Reproduction of part of the material below, pictures omitted: copy exactly, and only, the lines starting with the one with "Please list the" and going on through the one with "Extract the road".

#### RECORDS ####

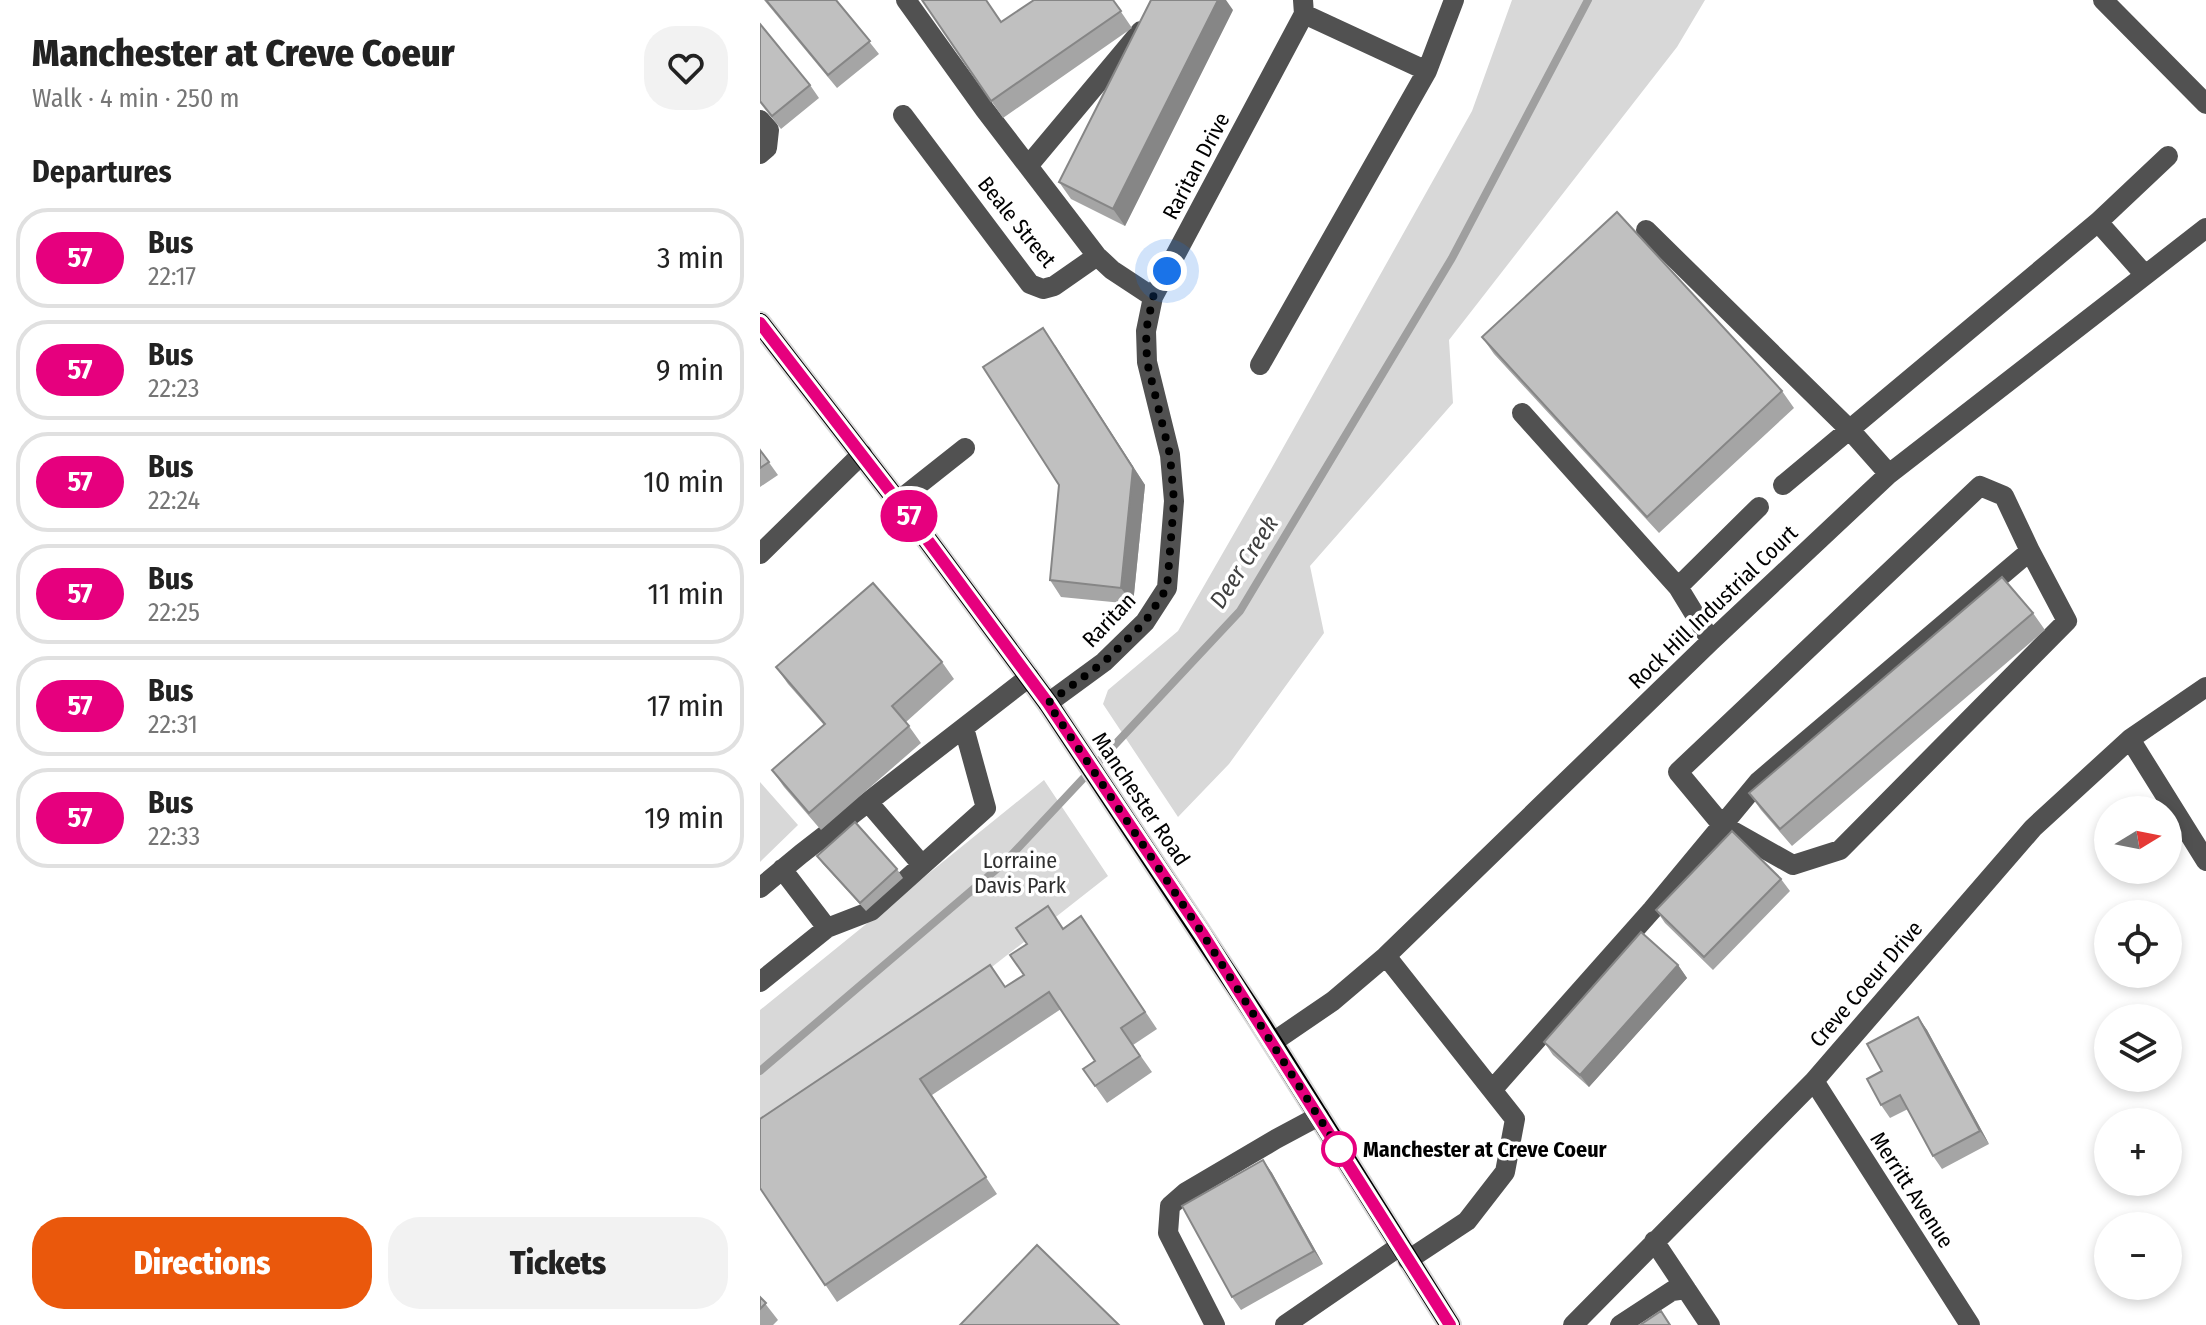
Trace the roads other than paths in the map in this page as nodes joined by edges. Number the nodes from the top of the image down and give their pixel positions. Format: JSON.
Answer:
{"nodes":[{"id":1,"x":906,"y":0,"type":"edge"},
{"id":2,"x":1454,"y":0,"type":"edge"},
{"id":3,"x":2103,"y":0,"type":"edge"},
{"id":4,"x":1304,"y":7,"type":"edge"},
{"id":5,"x":1156,"y":12,"type":"edge"},
{"id":6,"x":1427,"y":71,"type":"junction"},
{"id":7,"x":2206,"y":104,"type":"edge"},
{"id":8,"x":903,"y":115,"type":"dead end"},
{"id":9,"x":760,"y":120,"type":"edge"},
{"id":10,"x":760,"y":154,"type":"edge"},
{"id":11,"x":2168,"y":156,"type":"dead end"},
{"id":12,"x":1028,"y":166,"type":"junction"},
{"id":13,"x":2098,"y":222,"type":"junction"},
{"id":14,"x":2206,"y":228,"type":"edge"},
{"id":15,"x":1646,"y":230,"type":"dead end"},
{"id":16,"x":1097,"y":256,"type":"junction"},
{"id":17,"x":2145,"y":275,"type":"junction"},
{"id":18,"x":1153,"y":297,"type":"junction"},
{"id":19,"x":760,"y":323,"type":"edge"},
{"id":20,"x":1260,"y":365,"type":"dead end"},
{"id":21,"x":1522,"y":413,"type":"dead end"},
{"id":22,"x":1850,"y":430,"type":"junction"},
{"id":23,"x":965,"y":448,"type":"dead end"},
{"id":24,"x":862,"y":454,"type":"junction"},
{"id":25,"x":1889,"y":474,"type":"junction"},
{"id":26,"x":1783,"y":485,"type":"dead end"},
{"id":27,"x":898,"y":501,"type":"junction"},
{"id":28,"x":1174,"y":501,"type":"joint"},
{"id":29,"x":1759,"y":507,"type":"dead end"},
{"id":30,"x":2030,"y":551,"type":"junction"},
{"id":31,"x":760,"y":554,"type":"edge"},
{"id":32,"x":1678,"y":587,"type":"junction"},
{"id":33,"x":1711,"y":641,"type":"junction"},
{"id":34,"x":1029,"y":677,"type":"junction"},
{"id":35,"x":2206,"y":687,"type":"edge"},
{"id":36,"x":1048,"y":703,"type":"junction"},
{"id":37,"x":964,"y":728,"type":"junction"},
{"id":38,"x":2130,"y":739,"type":"junction"},
{"id":39,"x":868,"y":802,"type":"junction"},
{"id":40,"x":1722,"y":825,"type":"junction"},
{"id":41,"x":2206,"y":861,"type":"edge"},
{"id":42,"x":922,"y":865,"type":"junction"},
{"id":43,"x":782,"y":869,"type":"junction"},
{"id":44,"x":760,"y":888,"type":"edge"},
{"id":45,"x":827,"y":928,"type":"junction"},
{"id":46,"x":1386,"y":956,"type":"junction"},
{"id":47,"x":760,"y":982,"type":"edge"},
{"id":48,"x":1273,"y":1042,"type":"junction"},
{"id":49,"x":1814,"y":1081,"type":"junction"},
{"id":50,"x":1492,"y":1090,"type":"junction"},
{"id":51,"x":1319,"y":1116,"type":"junction"},
{"id":52,"x":1654,"y":1241,"type":"junction"},
{"id":53,"x":1404,"y":1253,"type":"junction"},
{"id":54,"x":1686,"y":1289,"type":"junction"},
{"id":55,"x":1215,"y":1325,"type":"edge"},
{"id":56,"x":1285,"y":1325,"type":"edge"},
{"id":57,"x":1450,"y":1325,"type":"edge"},
{"id":58,"x":1573,"y":1325,"type":"edge"},
{"id":59,"x":1620,"y":1325,"type":"edge"},
{"id":60,"x":1710,"y":1325,"type":"edge"},
{"id":61,"x":1970,"y":1325,"type":"edge"}],
"edges":[{"from":1,"to":12,"type":"street"},
{"from":2,"to":6,"type":"street"},
{"from":3,"to":7,"type":"street"},
{"from":4,"to":6,"type":"street"},
{"from":4,"to":18,"type":"street","name":"Raritan Drive"},
{"from":5,"to":12,"type":"street"},
{"from":6,"to":20,"type":"street"},
{"from":8,"to":16,"type":"street","name":"Beale Street"},
{"from":9,"to":10,"type":"street"},
{"from":11,"to":13,"type":"street"},
{"from":12,"to":16,"type":"street"},
{"from":13,"to":17,"type":"street"},
{"from":13,"to":22,"type":"street"},
{"from":14,"to":17,"type":"street","name":"Rock Hill Industrial Court"},
{"from":15,"to":22,"type":"street"},
{"from":16,"to":18,"type":"street"},
{"from":17,"to":25,"type":"street","name":"Rock Hill Industrial Court"},
{"from":18,"to":28,"type":"street","name":"Raritan Drive"},
{"from":19,"to":24,"type":"main road","name":"Manchester Road"},
{"from":21,"to":32,"type":"street"},
{"from":22,"to":25,"type":"street"},
{"from":22,"to":26,"type":"street"},
{"from":23,"to":27,"type":"street"},
{"from":24,"to":27,"type":"main road","name":"Manchester Road"},
{"from":24,"to":31,"type":"street"},
{"from":25,"to":33,"type":"street","name":"Rock Hill Industrial Court"},
{"from":27,"to":34,"type":"main road","name":"Manchester Road"},
{"from":28,"to":36,"type":"street","name":"Raritan"},
{"from":29,"to":32,"type":"street"},
{"from":30,"to":40,"type":"street"},
{"from":30,"to":40,"type":"street"},
{"from":30,"to":40,"type":"street"},
{"from":32,"to":33,"type":"street"},
{"from":33,"to":46,"type":"street","name":"Rock Hill Industrial Court"},
{"from":34,"to":36,"type":"main road","name":"Manchester Road"},
{"from":34,"to":37,"type":"street"},
{"from":35,"to":38,"type":"street","name":"Creve Coeur Drive"},
{"from":36,"to":48,"type":"main road","name":"Manchester Road"},
{"from":37,"to":39,"type":"street"},
{"from":37,"to":42,"type":"street"},
{"from":38,"to":41,"type":"street"},
{"from":38,"to":49,"type":"street","name":"Creve Coeur Drive"},
{"from":39,"to":42,"type":"street"},
{"from":39,"to":43,"type":"street"},
{"from":40,"to":50,"type":"street"},
{"from":42,"to":45,"type":"street"},
{"from":43,"to":44,"type":"street"},
{"from":43,"to":45,"type":"street"},
{"from":45,"to":47,"type":"street"},
{"from":46,"to":48,"type":"street","name":"Rock Hill Industrial Court"},
{"from":46,"to":50,"type":"street"},
{"from":48,"to":51,"type":"main road","name":"Manchester Road"},
{"from":49,"to":52,"type":"street","name":"Creve Coeur Drive"},
{"from":49,"to":61,"type":"street","name":"Merritt Avenue"},
{"from":50,"to":53,"type":"street"},
{"from":51,"to":53,"type":"main road","name":"Manchester Road"},
{"from":51,"to":55,"type":"street"},
{"from":52,"to":54,"type":"street"},
{"from":52,"to":58,"type":"street","name":"Creve Coeur Drive"},
{"from":53,"to":56,"type":"street"},
{"from":53,"to":57,"type":"main road","name":"Manchester Road"},
{"from":54,"to":59,"type":"street"},
{"from":54,"to":60,"type":"street"}]}
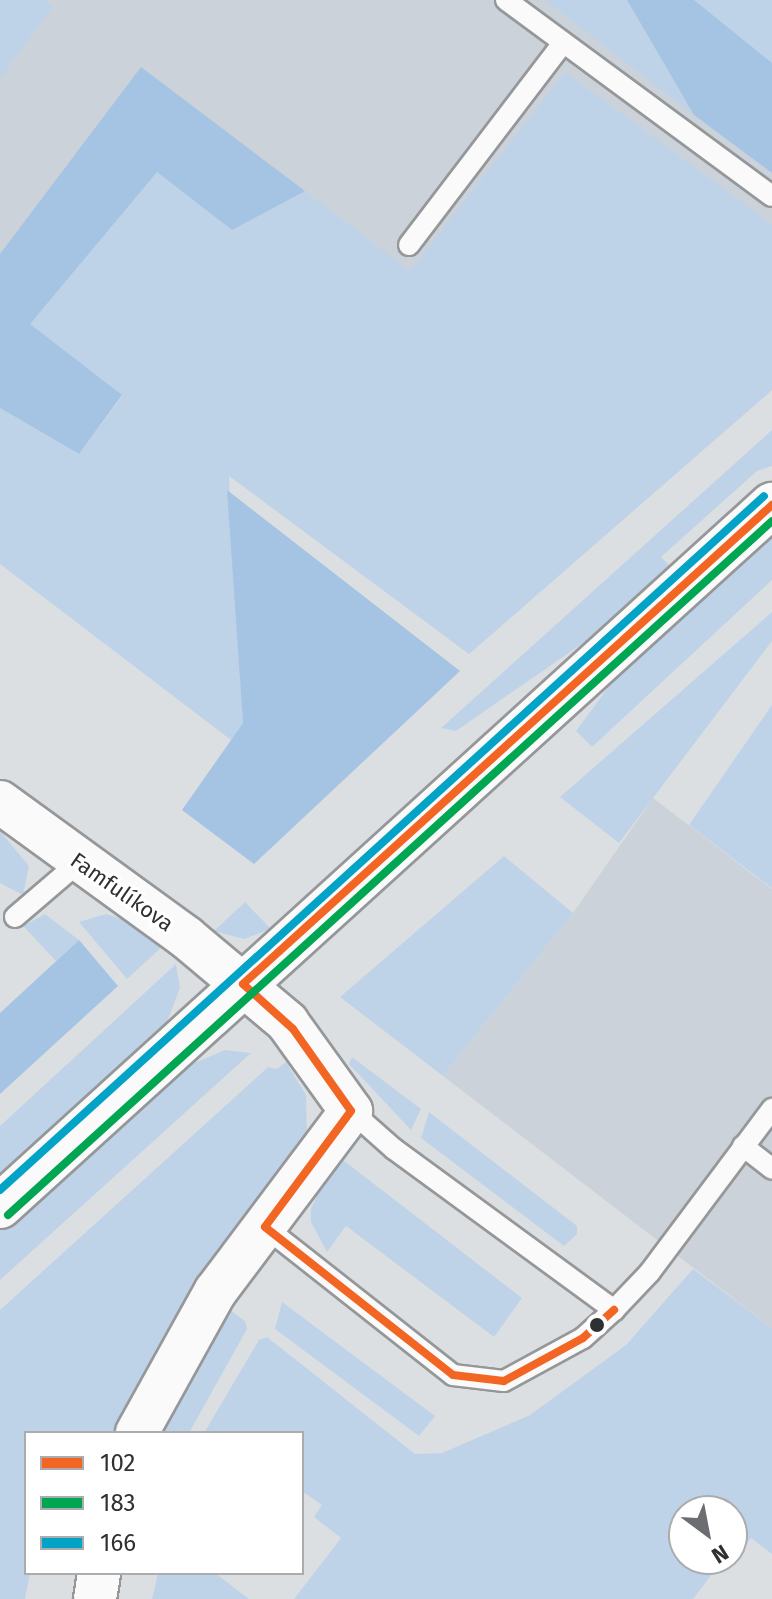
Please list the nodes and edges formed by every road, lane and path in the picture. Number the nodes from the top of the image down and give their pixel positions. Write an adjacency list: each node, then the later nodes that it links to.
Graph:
1 (506, 0): 2 (lane)
2 (563, 43): 3 (lane); 4 (lane)
3 (772, 196)
4 (409, 245)
5 (772, 505): 9 (street)
6 (0, 802): 7 (street, Famfulíkova)
7 (78, 863): 8 (lane); 9 (street, Famfulíkova)
8 (15, 917)
9 (243, 984): 11 (street, Famfulíkova); 14 (street)
10 (772, 1109): 12 (lane)
11 (351, 1111): 15 (street); 16 (lane)
12 (743, 1146): 13 (lane); 16 (lane)
13 (772, 1169)
14 (0, 1206)
15 (265, 1227): 16 (lane); 17 (street)
16 (614, 1310)
17 (138, 1431)
18 (99, 1575): 19 (street)
19 (95, 1599)

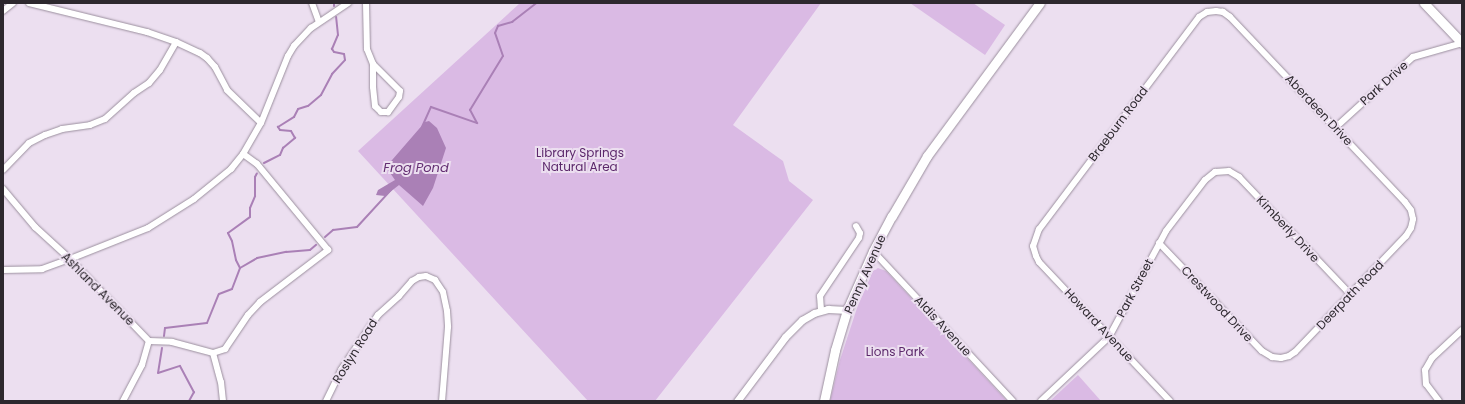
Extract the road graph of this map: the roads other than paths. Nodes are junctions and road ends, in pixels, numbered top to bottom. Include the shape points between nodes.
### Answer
1 (13, 3) edge
2 (29, 3) edge
3 (312, 3) edge
4 (348, 3) edge
5 (366, 3) edge
6 (1040, 3) edge
7 (1424, 3) edge
8 (3, 11) edge
9 (1213, 11) joint
10 (319, 22) junction
11 (176, 42) junction
12 (1462, 43) edge
13 (373, 64) junction
14 (261, 122) junction
15 (1336, 127) junction
16 (243, 154) junction
17 (3, 170) edge
18 (1223, 170) joint
19 (3, 189) edge
20 (1412, 222) joint
21 (856, 226) dead end
22 (1159, 243) junction
23 (1033, 246) joint
24 (874, 251) junction
25 (70, 259) junction
26 (3, 270) edge
27 (1350, 294) junction
28 (821, 310) junction
29 (848, 310) junction
30 (1462, 330) edge
31 (1109, 337) junction
32 (149, 341) junction
33 (213, 353) junction
34 (1279, 358) joint
35 (123, 401) edge
36 (224, 401) edge
37 (326, 401) edge
38 (442, 401) edge
39 (737, 401) edge
40 (824, 401) edge
41 (1013, 401) edge
42 (1041, 401) edge
43 (1170, 401) edge
44 (1439, 401) edge

1 - 8 street
2 - 11 street via 147,32
3 - 10 street
4 - 10 street
5 - 13 street via 367,49
6 - 24 main road, Penny Avenue via 927,156 901,198
7 - 12 main road
9 - 15 street, Aberdeen Drive via 1223,12 1230,17
9 - 23 street, Braeburn Road via 1194,22 1039,229
10 - 14 street via 302,36 288,56
11 - 14 street via 208,58 228,90
11 - 17 street via 160,70 149,83 105,119 90,125 62,129 29,143
12 - 15 street, Park Drive via 1411,59
13 - 13 street via 400,91 395,104 388,112 382,112 375,106
14 - 16 street
15 - 20 street, Aberdeen Drive via 1408,207 1412,213
16 - 25 street via 218,180 174,213 148,228
16 - 33 street via 262,170 328,250 260,302 225,349
18 - 22 street, Park Street via 1213,172 1204,180
18 - 27 street, Kimberly Drive via 1239,177
19 - 25 street, Ashland Avenue via 36,227
20 - 27 street, Deerpath Road via 1406,236
21 - 28 street via 860,232 859,238 821,294
22 - 31 street, Park Street
22 - 34 street, Crestwood Drive via 1262,351 1270,357
23 - 31 street, Howard Avenue via 1040,262
24 - 29 main road, Penny Avenue
24 - 41 street, Aldis Avenue
25 - 26 street via 42,269
25 - 32 street, Ashland Avenue
27 - 34 street, Deerpath Road via 1295,352
28 - 29 street
28 - 39 street via 807,316 790,331
29 - 40 main road, Penny Avenue via 835,350
30 - 44 street via 1432,358 1426,370 1426,384
31 - 42 street, Park Street
31 - 43 street, Howard Avenue
32 - 33 street via 172,342
32 - 35 street via 142,365
33 - 36 street
37 - 38 street, Roslyn Road via 341,370 378,315 419,276 435,280 443,292 447,312

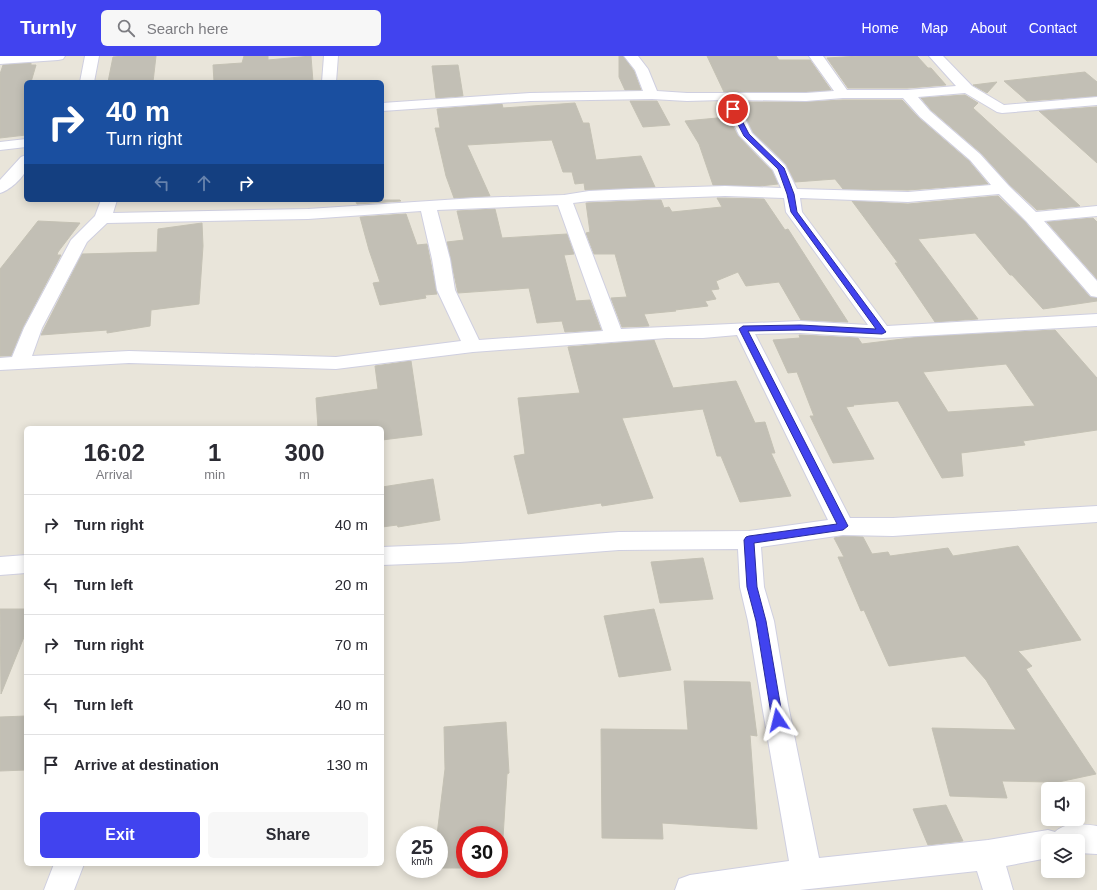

####

* TASK SOLUTION
Please list the nodes and edges formed by every road, lane and path in the picture. Number the nodes from the top of the image down and give their pixel positions. Write an adjacency list: each node, then the later nodes that it links to.
Graph:
1 (506, 0): 2 (lane)
2 (563, 43): 3 (lane); 4 (lane)
3 (772, 196)
4 (409, 245)
5 (772, 505): 9 (street)
6 (0, 802): 7 (street, Famfulíkova)
7 (78, 863): 8 (lane); 9 (street, Famfulíkova)
8 (15, 917)
9 (243, 984): 11 (street, Famfulíkova); 14 (street)
10 (772, 1109): 12 (lane)
11 (351, 1111): 15 (street); 16 (lane)
12 (743, 1146): 13 (lane); 16 (lane)
13 (772, 1169)
14 (0, 1206)
15 (265, 1227): 16 (lane); 17 (street)
16 (614, 1310)
17 (138, 1431)
18 (99, 1575): 19 (street)
19 (95, 1599)

Extract the road graph of this map: the roads other than paths. Nodes are junctions and road ends, in pixels, numbered top to bottom. Include the shape points between nodes.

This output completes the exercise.